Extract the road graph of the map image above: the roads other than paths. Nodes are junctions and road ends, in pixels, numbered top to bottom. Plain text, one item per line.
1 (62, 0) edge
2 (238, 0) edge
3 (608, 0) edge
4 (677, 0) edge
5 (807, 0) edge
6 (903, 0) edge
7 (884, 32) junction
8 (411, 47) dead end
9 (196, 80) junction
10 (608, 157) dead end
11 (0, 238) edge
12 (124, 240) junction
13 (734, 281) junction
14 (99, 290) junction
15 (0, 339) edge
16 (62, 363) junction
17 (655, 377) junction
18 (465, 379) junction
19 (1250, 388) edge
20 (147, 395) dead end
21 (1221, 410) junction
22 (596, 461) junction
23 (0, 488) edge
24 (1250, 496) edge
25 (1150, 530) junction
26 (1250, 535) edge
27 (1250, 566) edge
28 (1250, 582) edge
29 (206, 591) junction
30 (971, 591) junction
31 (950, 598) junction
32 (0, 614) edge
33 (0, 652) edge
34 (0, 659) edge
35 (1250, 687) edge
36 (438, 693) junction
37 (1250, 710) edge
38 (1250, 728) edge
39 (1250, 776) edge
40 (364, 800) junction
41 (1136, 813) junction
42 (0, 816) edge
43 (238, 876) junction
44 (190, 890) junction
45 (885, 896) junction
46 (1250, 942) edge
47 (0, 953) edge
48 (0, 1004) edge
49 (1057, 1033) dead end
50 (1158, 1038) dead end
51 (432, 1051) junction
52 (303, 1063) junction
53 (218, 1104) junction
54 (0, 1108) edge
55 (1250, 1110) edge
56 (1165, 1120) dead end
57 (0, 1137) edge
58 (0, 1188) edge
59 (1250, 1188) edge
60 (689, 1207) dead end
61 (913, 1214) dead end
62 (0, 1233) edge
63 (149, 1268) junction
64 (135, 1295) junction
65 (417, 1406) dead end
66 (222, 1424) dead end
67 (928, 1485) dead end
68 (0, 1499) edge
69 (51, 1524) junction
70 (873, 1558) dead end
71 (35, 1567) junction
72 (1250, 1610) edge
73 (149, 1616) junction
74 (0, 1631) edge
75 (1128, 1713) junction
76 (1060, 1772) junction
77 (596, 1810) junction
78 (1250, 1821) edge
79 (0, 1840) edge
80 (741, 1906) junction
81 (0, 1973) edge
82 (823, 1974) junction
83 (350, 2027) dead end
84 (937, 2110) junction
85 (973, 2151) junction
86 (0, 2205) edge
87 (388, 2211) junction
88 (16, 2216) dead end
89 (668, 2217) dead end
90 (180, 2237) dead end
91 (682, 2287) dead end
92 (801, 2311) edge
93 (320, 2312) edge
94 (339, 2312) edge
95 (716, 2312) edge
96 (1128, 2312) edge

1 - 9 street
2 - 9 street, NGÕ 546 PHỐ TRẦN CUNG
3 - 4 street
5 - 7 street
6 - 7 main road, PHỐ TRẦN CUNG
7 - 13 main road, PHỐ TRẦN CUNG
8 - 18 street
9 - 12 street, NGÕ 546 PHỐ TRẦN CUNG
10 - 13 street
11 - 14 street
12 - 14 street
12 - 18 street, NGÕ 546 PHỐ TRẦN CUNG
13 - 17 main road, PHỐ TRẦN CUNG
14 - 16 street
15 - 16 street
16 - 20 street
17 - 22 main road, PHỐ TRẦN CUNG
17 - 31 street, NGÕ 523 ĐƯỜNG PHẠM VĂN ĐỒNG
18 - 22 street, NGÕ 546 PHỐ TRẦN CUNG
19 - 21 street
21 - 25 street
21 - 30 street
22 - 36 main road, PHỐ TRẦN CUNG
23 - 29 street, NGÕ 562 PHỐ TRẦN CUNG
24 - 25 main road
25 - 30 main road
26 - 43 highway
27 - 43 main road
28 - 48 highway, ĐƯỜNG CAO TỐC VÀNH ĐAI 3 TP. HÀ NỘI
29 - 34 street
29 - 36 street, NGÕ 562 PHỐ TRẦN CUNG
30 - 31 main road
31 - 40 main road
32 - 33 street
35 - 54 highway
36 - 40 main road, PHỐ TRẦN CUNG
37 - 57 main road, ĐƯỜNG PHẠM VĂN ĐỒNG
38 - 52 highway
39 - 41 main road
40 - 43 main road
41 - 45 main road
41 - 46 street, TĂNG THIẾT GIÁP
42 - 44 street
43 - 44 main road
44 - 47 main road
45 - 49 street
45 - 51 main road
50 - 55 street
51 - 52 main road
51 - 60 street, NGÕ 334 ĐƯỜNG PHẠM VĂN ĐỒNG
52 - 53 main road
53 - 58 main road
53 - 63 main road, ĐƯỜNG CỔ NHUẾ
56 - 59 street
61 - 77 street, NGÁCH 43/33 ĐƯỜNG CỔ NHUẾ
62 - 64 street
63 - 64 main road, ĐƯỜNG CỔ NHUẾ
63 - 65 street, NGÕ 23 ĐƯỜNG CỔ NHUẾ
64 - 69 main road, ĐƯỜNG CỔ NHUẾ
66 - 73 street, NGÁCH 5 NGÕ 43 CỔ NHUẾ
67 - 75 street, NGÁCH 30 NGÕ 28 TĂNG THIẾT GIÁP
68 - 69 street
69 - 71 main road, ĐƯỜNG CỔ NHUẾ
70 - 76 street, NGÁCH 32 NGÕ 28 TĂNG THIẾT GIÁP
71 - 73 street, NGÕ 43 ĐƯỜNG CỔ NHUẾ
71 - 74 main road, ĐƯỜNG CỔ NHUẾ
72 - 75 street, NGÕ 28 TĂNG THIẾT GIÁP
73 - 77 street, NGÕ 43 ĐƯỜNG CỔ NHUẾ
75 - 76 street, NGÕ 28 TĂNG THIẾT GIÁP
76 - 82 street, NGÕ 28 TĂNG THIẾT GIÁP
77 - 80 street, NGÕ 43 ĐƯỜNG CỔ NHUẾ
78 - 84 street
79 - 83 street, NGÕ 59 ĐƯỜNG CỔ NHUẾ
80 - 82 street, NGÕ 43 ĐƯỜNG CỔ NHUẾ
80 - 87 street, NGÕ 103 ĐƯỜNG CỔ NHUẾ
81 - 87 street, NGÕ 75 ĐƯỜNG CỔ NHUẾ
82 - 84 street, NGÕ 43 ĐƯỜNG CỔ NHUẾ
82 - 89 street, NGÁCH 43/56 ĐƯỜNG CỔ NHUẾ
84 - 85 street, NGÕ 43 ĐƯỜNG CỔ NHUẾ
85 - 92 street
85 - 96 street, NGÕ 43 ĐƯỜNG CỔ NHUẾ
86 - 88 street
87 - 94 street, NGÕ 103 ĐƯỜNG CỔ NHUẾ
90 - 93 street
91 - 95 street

TASK STATEMENT –
Print all of the entries exactly as they are written.

EXERCISE RESULT –
Extract the road graph of the map image above: the roads other than paths. Nodes are junctions and road ends, in pixels, numbered top to bottom. Plain text, one item per line.
1 (62, 0) edge
2 (238, 0) edge
3 (608, 0) edge
4 (677, 0) edge
5 (807, 0) edge
6 (903, 0) edge
7 (884, 32) junction
8 (411, 47) dead end
9 (196, 80) junction
10 (608, 157) dead end
11 (0, 238) edge
12 (124, 240) junction
13 (734, 281) junction
14 (99, 290) junction
15 (0, 339) edge
16 (62, 363) junction
17 (655, 377) junction
18 (465, 379) junction
19 (1250, 388) edge
20 (147, 395) dead end
21 (1221, 410) junction
22 (596, 461) junction
23 (0, 488) edge
24 (1250, 496) edge
25 (1150, 530) junction
26 (1250, 535) edge
27 (1250, 566) edge
28 (1250, 582) edge
29 (206, 591) junction
30 (971, 591) junction
31 (950, 598) junction
32 (0, 614) edge
33 (0, 652) edge
34 (0, 659) edge
35 (1250, 687) edge
36 (438, 693) junction
37 (1250, 710) edge
38 (1250, 728) edge
39 (1250, 776) edge
40 (364, 800) junction
41 (1136, 813) junction
42 (0, 816) edge
43 (238, 876) junction
44 (190, 890) junction
45 (885, 896) junction
46 (1250, 942) edge
47 (0, 953) edge
48 (0, 1004) edge
49 (1057, 1033) dead end
50 (1158, 1038) dead end
51 (432, 1051) junction
52 (303, 1063) junction
53 (218, 1104) junction
54 (0, 1108) edge
55 (1250, 1110) edge
56 (1165, 1120) dead end
57 (0, 1137) edge
58 (0, 1188) edge
59 (1250, 1188) edge
60 (689, 1207) dead end
61 (913, 1214) dead end
62 (0, 1233) edge
63 (149, 1268) junction
64 (135, 1295) junction
65 (417, 1406) dead end
66 (222, 1424) dead end
67 (928, 1485) dead end
68 (0, 1499) edge
69 (51, 1524) junction
70 (873, 1558) dead end
71 (35, 1567) junction
72 (1250, 1610) edge
73 (149, 1616) junction
74 (0, 1631) edge
75 (1128, 1713) junction
76 (1060, 1772) junction
77 (596, 1810) junction
78 (1250, 1821) edge
79 (0, 1840) edge
80 (741, 1906) junction
81 (0, 1973) edge
82 (823, 1974) junction
83 (350, 2027) dead end
84 (937, 2110) junction
85 (973, 2151) junction
86 (0, 2205) edge
87 (388, 2211) junction
88 (16, 2216) dead end
89 (668, 2217) dead end
90 (180, 2237) dead end
91 (682, 2287) dead end
92 (801, 2311) edge
93 (320, 2312) edge
94 (339, 2312) edge
95 (716, 2312) edge
96 (1128, 2312) edge

1 - 9 street
2 - 9 street, NGÕ 546 PHỐ TRẦN CUNG
3 - 4 street
5 - 7 street
6 - 7 main road, PHỐ TRẦN CUNG
7 - 13 main road, PHỐ TRẦN CUNG
8 - 18 street
9 - 12 street, NGÕ 546 PHỐ TRẦN CUNG
10 - 13 street
11 - 14 street
12 - 14 street
12 - 18 street, NGÕ 546 PHỐ TRẦN CUNG
13 - 17 main road, PHỐ TRẦN CUNG
14 - 16 street
15 - 16 street
16 - 20 street
17 - 22 main road, PHỐ TRẦN CUNG
17 - 31 street, NGÕ 523 ĐƯỜNG PHẠM VĂN ĐỒNG
18 - 22 street, NGÕ 546 PHỐ TRẦN CUNG
19 - 21 street
21 - 25 street
21 - 30 street
22 - 36 main road, PHỐ TRẦN CUNG
23 - 29 street, NGÕ 562 PHỐ TRẦN CUNG
24 - 25 main road
25 - 30 main road
26 - 43 highway
27 - 43 main road
28 - 48 highway, ĐƯỜNG CAO TỐC VÀNH ĐAI 3 TP. HÀ NỘI
29 - 34 street
29 - 36 street, NGÕ 562 PHỐ TRẦN CUNG
30 - 31 main road
31 - 40 main road
32 - 33 street
35 - 54 highway
36 - 40 main road, PHỐ TRẦN CUNG
37 - 57 main road, ĐƯỜNG PHẠM VĂN ĐỒNG
38 - 52 highway
39 - 41 main road
40 - 43 main road
41 - 45 main road
41 - 46 street, TĂNG THIẾT GIÁP
42 - 44 street
43 - 44 main road
44 - 47 main road
45 - 49 street
45 - 51 main road
50 - 55 street
51 - 52 main road
51 - 60 street, NGÕ 334 ĐƯỜNG PHẠM VĂN ĐỒNG
52 - 53 main road
53 - 58 main road
53 - 63 main road, ĐƯỜNG CỔ NHUẾ
56 - 59 street
61 - 77 street, NGÁCH 43/33 ĐƯỜNG CỔ NHUẾ
62 - 64 street
63 - 64 main road, ĐƯỜNG CỔ NHUẾ
63 - 65 street, NGÕ 23 ĐƯỜNG CỔ NHUẾ
64 - 69 main road, ĐƯỜNG CỔ NHUẾ
66 - 73 street, NGÁCH 5 NGÕ 43 CỔ NHUẾ
67 - 75 street, NGÁCH 30 NGÕ 28 TĂNG THIẾT GIÁP
68 - 69 street
69 - 71 main road, ĐƯỜNG CỔ NHUẾ
70 - 76 street, NGÁCH 32 NGÕ 28 TĂNG THIẾT GIÁP
71 - 73 street, NGÕ 43 ĐƯỜNG CỔ NHUẾ
71 - 74 main road, ĐƯỜNG CỔ NHUẾ
72 - 75 street, NGÕ 28 TĂNG THIẾT GIÁP
73 - 77 street, NGÕ 43 ĐƯỜNG CỔ NHUẾ
75 - 76 street, NGÕ 28 TĂNG THIẾT GIÁP
76 - 82 street, NGÕ 28 TĂNG THIẾT GIÁP
77 - 80 street, NGÕ 43 ĐƯỜNG CỔ NHUẾ
78 - 84 street
79 - 83 street, NGÕ 59 ĐƯỜNG CỔ NHUẾ
80 - 82 street, NGÕ 43 ĐƯỜNG CỔ NHUẾ
80 - 87 street, NGÕ 103 ĐƯỜNG CỔ NHUẾ
81 - 87 street, NGÕ 75 ĐƯỜNG CỔ NHUẾ
82 - 84 street, NGÕ 43 ĐƯỜNG CỔ NHUẾ
82 - 89 street, NGÁCH 43/56 ĐƯỜNG CỔ NHUẾ
84 - 85 street, NGÕ 43 ĐƯỜNG CỔ NHUẾ
85 - 92 street
85 - 96 street, NGÕ 43 ĐƯỜNG CỔ NHUẾ
86 - 88 street
87 - 94 street, NGÕ 103 ĐƯỜNG CỔ NHUẾ
90 - 93 street
91 - 95 street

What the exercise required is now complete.